Images with pose keypoints

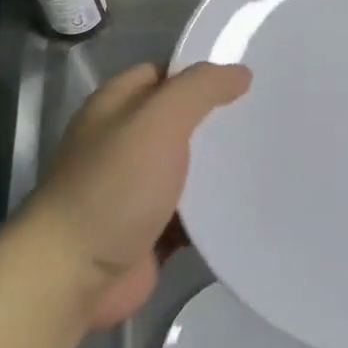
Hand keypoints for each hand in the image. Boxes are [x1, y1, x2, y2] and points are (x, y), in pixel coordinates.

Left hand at [14, 62, 250, 328]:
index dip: (201, 73)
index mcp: (116, 106)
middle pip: (179, 122)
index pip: (164, 74)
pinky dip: (214, 212)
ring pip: (188, 170)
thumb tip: (240, 73)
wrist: (75, 275)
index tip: (249, 80)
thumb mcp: (159, 121)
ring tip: (273, 159)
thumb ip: (199, 89)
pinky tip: (251, 205)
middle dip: (218, 122)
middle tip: (268, 119)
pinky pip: (191, 214)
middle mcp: (122, 143)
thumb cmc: (114, 187)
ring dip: (220, 169)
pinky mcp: (149, 230)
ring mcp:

» **Exercise**:
Please write out exactly the line containing "thumb tip: (240, 73)" and every line after it through the end of the records, nothing more.

» **Reply**:
thumb tip: (240, 73)
wrist: (75, 275)
index tip: (249, 80)
thumb mcp: (159, 121)
ring tip: (273, 159)
thumb ip: (199, 89)
pinky tip: (251, 205)
middle dip: (218, 122)
middle tip: (268, 119)
pinky pip: (191, 214)
middle mcp: (122, 143)
thumb cmc: (114, 187)
ring dip: (220, 169)
pinky mcp: (149, 230)
ring mcp:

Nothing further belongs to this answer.